Listening to Your Limits

By Ken Wells - 01/08/2021

 

“The first duty of love is to listen”- Paul Tillich

Sunny Weingarten was an unforgettable friend of mine. He was beset by polio when he was a child in 1949 paralyzing his capacity to breathe and confining him to an iron lung. His world shrunk to the confines of his bedroom and the limits provided by the iron lung. He shared he felt caged in his bedroom. During the years of life, he learned to make peace with himself by listening to the limitations of his environment. He first decided to make it his goal to somehow get out of his iron lung.
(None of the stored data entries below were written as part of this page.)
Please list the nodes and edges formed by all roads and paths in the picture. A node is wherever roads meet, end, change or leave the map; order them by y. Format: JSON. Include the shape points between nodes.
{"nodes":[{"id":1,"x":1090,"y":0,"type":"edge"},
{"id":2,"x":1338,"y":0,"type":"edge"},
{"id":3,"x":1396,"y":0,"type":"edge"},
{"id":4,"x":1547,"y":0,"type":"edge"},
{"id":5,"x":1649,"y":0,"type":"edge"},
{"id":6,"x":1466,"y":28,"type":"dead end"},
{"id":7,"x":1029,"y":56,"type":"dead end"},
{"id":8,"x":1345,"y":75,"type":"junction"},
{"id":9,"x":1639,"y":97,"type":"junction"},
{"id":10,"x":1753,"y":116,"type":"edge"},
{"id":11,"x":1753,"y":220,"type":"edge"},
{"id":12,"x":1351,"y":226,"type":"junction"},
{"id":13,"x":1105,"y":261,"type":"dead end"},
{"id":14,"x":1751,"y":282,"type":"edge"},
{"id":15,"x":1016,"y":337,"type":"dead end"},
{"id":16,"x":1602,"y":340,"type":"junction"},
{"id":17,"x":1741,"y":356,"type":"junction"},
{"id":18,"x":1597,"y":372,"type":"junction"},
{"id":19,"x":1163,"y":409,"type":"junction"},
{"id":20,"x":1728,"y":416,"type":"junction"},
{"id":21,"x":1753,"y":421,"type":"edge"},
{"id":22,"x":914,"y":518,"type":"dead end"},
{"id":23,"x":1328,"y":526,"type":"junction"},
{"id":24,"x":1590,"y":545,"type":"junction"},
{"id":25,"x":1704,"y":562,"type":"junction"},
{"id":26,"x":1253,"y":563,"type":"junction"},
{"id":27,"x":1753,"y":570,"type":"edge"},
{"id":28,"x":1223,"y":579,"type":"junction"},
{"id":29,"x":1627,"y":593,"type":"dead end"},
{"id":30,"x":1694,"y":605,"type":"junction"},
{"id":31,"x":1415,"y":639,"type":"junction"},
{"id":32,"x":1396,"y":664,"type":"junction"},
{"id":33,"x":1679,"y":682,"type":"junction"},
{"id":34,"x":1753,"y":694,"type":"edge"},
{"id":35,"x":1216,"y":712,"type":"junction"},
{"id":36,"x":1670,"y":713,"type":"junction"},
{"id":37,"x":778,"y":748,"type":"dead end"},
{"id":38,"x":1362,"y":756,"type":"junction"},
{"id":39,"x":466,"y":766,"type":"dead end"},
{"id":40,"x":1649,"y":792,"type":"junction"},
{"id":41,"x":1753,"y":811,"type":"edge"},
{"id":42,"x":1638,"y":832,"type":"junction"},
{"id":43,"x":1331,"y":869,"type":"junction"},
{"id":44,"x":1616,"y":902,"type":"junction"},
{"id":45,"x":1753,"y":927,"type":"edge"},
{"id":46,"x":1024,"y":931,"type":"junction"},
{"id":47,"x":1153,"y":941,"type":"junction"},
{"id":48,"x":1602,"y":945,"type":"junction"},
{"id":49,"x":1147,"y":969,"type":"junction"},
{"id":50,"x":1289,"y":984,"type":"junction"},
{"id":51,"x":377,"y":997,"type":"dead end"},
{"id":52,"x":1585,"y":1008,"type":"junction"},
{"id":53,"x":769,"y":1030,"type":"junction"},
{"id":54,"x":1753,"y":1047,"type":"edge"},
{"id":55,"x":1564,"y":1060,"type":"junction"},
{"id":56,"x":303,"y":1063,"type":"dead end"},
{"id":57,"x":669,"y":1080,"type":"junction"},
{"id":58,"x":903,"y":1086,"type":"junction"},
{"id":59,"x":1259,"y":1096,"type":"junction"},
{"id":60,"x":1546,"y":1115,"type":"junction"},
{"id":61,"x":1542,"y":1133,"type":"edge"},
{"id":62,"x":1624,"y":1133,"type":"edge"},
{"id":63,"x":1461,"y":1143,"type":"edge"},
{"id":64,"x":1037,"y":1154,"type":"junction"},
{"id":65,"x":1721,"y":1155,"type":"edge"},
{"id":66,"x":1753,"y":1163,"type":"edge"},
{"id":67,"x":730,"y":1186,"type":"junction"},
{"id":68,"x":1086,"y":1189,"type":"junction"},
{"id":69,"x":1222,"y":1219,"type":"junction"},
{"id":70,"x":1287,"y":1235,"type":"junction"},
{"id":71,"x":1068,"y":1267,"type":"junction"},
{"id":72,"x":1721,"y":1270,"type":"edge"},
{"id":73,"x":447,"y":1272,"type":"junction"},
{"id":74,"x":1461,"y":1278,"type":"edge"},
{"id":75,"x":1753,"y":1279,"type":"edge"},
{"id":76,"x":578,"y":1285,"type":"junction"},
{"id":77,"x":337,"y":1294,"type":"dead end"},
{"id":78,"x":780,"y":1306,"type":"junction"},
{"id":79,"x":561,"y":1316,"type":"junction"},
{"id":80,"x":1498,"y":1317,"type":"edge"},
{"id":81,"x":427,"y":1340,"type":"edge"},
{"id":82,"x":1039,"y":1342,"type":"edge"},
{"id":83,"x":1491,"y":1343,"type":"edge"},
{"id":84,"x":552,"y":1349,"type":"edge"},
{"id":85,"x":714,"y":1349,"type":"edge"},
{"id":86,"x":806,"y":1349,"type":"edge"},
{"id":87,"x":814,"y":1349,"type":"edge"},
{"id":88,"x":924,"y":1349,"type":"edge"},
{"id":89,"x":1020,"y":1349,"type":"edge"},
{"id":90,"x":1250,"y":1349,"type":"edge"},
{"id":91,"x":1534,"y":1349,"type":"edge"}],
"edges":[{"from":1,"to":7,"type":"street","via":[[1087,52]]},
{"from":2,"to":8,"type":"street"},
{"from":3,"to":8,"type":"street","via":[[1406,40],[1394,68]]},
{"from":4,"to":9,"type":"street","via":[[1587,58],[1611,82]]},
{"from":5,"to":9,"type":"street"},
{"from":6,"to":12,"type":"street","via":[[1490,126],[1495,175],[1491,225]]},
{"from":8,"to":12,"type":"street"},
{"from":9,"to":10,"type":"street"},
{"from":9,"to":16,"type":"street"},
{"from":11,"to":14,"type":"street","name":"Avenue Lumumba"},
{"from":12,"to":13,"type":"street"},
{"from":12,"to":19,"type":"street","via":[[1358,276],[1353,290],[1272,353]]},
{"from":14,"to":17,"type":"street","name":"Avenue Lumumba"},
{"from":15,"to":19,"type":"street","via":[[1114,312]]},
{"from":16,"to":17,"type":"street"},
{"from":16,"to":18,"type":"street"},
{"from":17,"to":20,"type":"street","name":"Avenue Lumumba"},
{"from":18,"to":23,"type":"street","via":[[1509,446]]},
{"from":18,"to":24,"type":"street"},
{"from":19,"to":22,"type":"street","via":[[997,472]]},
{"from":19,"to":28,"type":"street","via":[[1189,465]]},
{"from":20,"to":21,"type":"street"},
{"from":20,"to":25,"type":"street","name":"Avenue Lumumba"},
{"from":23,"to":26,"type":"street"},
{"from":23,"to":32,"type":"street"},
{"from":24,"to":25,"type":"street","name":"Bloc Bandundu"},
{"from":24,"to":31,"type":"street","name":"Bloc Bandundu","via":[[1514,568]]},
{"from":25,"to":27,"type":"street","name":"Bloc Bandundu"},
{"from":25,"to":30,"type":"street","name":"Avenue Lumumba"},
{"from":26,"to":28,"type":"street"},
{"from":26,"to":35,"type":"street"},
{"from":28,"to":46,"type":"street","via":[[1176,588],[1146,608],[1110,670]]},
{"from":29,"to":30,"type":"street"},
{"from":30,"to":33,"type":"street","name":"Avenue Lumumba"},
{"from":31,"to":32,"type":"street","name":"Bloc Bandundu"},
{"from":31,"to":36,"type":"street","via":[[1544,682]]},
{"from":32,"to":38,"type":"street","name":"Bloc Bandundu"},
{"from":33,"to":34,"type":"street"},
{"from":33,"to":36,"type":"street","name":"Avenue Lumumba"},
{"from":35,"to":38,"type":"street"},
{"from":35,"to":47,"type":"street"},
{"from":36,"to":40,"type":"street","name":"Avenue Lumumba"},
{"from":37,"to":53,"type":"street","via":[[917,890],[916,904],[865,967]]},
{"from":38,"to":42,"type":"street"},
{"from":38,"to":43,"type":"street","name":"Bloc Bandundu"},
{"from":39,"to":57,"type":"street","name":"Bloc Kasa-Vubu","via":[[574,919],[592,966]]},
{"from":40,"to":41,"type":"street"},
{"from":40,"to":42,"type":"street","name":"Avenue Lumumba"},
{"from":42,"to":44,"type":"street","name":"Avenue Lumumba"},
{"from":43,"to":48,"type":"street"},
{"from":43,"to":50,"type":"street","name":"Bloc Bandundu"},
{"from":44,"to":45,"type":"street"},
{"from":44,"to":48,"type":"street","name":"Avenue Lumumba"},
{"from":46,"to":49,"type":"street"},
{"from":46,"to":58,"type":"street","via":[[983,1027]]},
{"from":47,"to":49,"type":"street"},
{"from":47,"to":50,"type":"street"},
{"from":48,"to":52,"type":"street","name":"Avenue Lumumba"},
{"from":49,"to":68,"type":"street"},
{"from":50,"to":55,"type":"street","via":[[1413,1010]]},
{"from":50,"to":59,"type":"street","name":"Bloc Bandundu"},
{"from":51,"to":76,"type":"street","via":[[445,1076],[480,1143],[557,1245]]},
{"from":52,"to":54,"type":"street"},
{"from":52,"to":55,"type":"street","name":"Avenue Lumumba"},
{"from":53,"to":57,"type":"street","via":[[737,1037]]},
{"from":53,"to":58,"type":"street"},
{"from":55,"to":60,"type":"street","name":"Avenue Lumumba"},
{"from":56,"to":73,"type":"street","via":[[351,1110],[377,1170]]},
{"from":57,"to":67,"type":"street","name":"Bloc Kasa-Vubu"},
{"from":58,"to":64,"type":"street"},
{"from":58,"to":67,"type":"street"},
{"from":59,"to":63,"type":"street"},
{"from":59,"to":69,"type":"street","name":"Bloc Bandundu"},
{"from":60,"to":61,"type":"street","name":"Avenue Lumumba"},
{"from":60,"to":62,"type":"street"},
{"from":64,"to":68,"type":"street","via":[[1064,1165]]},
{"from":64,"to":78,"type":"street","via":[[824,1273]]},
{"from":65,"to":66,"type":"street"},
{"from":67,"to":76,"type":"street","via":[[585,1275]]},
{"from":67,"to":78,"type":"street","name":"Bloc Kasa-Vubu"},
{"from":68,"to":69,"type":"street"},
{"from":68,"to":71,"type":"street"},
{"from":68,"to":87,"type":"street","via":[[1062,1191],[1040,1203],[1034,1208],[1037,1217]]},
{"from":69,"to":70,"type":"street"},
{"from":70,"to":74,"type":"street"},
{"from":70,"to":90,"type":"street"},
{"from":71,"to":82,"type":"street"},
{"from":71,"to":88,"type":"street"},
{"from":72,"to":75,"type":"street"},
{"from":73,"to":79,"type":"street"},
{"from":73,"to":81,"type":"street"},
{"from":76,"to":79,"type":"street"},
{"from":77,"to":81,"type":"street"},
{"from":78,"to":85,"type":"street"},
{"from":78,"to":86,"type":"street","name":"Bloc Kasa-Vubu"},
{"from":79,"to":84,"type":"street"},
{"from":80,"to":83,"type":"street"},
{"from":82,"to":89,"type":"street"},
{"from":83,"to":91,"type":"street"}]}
Over time he learned to force air into his lungs in such a way that he was able to spend a few minutes out of the lung in a tilted wheelchair that was always leaning back. He told me that he practiced and conditioned himself to increase the time. Eventually he could spend 6-8 hours outside of his iron lung. He bought a van with a mechanical device that could pick him and his wheelchair up and place him inside, locked in place. He hired a driver, attended every Denver Bronco home game and became a leader in a large singles organization that I had created. Later, he invented and manufactured the relatively light and mobile Porta-Lung, which allowed for travel and more independent living. He told me that he was able to invent because he learned to listen to his limitation which inspired him to reimagine what his life could become. 

One of the great struggles in life is cultivating the art of listening to yourself, others and the dynamics in the world around you.  It is particularly difficult to listen to the experiences in life that limit you- physical, failure, addictions etc. You might scoff at limitation believing that the world is your oyster. Blindly, bullying forward, you ignore any forewarning of danger that may come your way. When addicts bash their boundaries, they get hurt.  Ignoring limitation cultivates insensitivity and intolerance toward self and others. 

Recognizing your limitation and living within your boundaries requires life balance and grounding skills in order to pay attention to your inner voice. When an addict fails to listen to the feelings of inner experience, he/she will live with incongruence. They won’t even recognize that emotionally they are living untruthful. You might ask an addict what they are feeling. They may be aware of safe positive feelings, but the more threatening feelings, like shame, resentment and anger have been blocked a long time ago. Some addicts with bluster and disdain deny ever feeling angry at their parents even though there is obvious evidence otherwise. It is hard to listen to what you don’t want to hear. 

Listening requires grounding skills which summon the capacity to slow life down, take a deep breath and experience feeling. For addicts, when they don’t slow down to listen to their feelings, they can wear themselves out by just sitting still. They may not be saying or doing anything on the outside, but their mind is racing with a roar of feelings on the inside. This always impedes listening, prevents centeredness and blocks focus. This dynamic creates a fog around what is real, with your heart always being pulled away from the present moment. The tipping point is when you reach a moment in time that the desire to listen for release and relief is more intense than the desire to pay attention to your limitation. So, you act out. 

When you don’t listen to limits, an addict will embrace the other side of rationale which is addictive demand. You will become obsessed with making the world into your own image. Your behavior will be marked with intolerance, impetuousness and domination. Compassion toward self and others gives way to pettiness. Your thoughts will be influenced by judgment and complaint about others and your position in life. It will foster a closed heart which prevents you from opening your spirit from what is around you. 

Listening to your limitation will cultivate acceptance of your own and others suffering about what is real in your life.

Living your life by accepting your limitation requires that you live a detached life which invites you to let go of control and embrace acceptance of what is.  Everyone has limits, addict and non-addict alike. 

Addicts slam against boundaries and wonder why they cannot be like others. Listening to barriers will lead to acceptance which creates awareness that inside the confinement of boundary, you can go as deep within as you choose to go. This is the sacred space in which one can find your own authentic brilliance that leads to deep meaningfulness in life. George Eliot said, “Every limit is a beginning as well as an ending”.

Centeredness suggests that an addict come home to his/her heart, which is the seat of emotions. Often addicts are afraid of the quiet places for this very reason. They don’t want to hear the feelings that their heart has to say. They don’t want to feel what is there when they come home. Sitting in recognition with unwanted feelings promotes peace, poise and persistence.